WHAT IS REQUIRED
Look through the entries below. Report each line that has the word "paths" in it.

RECORDS FOR THIS TASK
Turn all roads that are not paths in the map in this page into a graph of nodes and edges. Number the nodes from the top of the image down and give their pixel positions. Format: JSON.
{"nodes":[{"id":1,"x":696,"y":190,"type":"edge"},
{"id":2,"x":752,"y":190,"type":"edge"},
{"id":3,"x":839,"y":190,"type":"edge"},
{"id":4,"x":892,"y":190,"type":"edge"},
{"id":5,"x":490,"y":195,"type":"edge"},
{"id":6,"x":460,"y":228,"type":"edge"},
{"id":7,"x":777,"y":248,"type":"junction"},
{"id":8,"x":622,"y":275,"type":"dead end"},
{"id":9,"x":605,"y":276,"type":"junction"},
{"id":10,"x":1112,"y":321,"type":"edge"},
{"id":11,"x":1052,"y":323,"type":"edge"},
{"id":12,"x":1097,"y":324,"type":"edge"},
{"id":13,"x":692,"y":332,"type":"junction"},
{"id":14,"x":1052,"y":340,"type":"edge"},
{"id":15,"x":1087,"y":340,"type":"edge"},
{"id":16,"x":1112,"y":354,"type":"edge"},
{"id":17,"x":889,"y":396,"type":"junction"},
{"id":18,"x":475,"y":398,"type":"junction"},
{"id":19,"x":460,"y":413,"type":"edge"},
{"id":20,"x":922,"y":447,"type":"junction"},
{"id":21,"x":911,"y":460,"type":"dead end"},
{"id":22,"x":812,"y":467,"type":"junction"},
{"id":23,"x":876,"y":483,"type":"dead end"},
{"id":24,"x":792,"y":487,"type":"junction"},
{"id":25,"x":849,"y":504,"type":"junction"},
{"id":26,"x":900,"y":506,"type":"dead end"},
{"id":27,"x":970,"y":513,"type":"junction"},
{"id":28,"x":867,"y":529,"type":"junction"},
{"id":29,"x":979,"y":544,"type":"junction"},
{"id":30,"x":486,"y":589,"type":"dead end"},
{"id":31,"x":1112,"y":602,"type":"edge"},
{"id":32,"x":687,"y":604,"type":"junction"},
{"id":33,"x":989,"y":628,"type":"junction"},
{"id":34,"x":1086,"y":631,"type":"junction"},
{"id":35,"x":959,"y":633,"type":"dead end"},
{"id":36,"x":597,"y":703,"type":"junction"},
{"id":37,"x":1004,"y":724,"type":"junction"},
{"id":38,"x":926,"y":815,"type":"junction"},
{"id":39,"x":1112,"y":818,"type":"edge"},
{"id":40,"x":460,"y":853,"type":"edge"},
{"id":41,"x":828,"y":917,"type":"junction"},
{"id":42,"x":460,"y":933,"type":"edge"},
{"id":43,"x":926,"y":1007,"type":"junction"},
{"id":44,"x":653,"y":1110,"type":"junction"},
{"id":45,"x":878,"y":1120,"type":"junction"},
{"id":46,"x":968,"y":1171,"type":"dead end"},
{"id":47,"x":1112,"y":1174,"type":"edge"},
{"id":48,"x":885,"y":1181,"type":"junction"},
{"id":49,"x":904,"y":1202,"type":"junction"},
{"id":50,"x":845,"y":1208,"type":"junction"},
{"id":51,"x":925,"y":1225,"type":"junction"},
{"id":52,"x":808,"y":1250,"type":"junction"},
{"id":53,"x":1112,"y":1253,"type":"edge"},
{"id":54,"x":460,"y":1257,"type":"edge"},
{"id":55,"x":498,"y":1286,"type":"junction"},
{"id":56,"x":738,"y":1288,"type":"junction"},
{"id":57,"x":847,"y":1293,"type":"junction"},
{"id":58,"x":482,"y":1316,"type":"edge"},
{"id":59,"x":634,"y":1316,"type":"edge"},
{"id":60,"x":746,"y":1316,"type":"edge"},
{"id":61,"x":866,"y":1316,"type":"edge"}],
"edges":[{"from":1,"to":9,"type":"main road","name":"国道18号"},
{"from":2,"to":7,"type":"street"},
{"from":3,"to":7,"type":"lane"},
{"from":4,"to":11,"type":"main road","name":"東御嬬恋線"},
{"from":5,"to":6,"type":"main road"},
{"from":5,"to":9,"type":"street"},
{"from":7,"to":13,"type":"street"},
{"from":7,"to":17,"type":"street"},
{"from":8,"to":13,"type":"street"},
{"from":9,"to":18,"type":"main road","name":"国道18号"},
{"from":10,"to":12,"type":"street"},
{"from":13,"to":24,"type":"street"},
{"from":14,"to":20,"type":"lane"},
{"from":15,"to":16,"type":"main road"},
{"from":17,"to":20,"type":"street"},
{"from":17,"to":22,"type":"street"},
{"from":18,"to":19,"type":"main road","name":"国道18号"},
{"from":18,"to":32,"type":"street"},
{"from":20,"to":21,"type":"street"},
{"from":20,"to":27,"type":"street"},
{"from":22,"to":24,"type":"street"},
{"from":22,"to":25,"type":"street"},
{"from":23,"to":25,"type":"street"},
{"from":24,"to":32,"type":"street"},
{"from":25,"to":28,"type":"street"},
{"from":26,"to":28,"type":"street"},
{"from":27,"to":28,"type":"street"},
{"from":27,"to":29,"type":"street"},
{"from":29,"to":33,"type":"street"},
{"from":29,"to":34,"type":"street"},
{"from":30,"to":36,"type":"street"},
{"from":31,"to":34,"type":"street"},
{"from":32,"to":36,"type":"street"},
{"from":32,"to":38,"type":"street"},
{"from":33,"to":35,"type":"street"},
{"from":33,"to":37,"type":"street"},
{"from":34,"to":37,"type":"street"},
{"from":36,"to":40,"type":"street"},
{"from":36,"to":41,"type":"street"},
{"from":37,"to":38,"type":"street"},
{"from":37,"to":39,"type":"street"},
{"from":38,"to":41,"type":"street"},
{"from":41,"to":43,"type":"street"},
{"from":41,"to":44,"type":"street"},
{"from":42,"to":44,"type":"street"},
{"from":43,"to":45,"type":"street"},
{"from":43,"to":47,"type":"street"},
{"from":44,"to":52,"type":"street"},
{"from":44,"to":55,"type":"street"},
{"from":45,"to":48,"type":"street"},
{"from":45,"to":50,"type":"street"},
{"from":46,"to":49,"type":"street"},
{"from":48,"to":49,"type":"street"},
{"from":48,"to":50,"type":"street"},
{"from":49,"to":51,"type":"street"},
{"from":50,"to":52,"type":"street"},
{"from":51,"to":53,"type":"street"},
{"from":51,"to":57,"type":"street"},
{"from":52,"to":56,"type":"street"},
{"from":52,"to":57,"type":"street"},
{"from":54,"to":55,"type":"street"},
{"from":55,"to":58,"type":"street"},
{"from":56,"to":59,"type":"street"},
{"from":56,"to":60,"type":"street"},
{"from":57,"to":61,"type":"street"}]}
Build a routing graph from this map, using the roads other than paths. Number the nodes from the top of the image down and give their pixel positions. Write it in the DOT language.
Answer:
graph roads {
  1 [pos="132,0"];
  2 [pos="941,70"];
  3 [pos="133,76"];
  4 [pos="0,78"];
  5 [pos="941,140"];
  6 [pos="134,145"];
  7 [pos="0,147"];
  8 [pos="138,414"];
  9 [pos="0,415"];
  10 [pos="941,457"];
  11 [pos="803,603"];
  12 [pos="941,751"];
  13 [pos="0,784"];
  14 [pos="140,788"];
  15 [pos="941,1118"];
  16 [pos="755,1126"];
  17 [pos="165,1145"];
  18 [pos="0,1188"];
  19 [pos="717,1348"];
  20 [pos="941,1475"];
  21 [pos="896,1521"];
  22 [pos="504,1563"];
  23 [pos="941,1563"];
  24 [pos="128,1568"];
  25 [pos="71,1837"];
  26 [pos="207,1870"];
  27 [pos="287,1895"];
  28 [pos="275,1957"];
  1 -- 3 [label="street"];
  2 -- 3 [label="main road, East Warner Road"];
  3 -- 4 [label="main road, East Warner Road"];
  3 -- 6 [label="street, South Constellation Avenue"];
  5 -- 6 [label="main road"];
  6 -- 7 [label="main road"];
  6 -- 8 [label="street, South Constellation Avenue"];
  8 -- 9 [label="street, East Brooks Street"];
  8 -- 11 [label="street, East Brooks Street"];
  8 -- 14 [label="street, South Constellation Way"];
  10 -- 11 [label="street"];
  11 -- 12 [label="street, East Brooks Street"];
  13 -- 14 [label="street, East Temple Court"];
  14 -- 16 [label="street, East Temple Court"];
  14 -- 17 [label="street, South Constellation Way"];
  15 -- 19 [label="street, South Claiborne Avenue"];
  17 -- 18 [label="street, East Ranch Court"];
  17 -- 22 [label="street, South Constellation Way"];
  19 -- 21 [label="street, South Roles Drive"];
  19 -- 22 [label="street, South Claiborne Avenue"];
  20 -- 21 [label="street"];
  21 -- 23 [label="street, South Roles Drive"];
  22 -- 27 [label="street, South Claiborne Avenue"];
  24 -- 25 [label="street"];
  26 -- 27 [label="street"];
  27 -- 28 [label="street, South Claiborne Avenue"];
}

ANSWER TO THIS PROBLEM
Turn all roads that are not paths in the map in this page into a graph of nodes and edges. Number the nodes from the top of the image down and give their pixel positions. Format: JSON.
Build a routing graph from this map, using the roads other than paths. Number the nodes from the top of the image down and give their pixel positions. Write it in the DOT language.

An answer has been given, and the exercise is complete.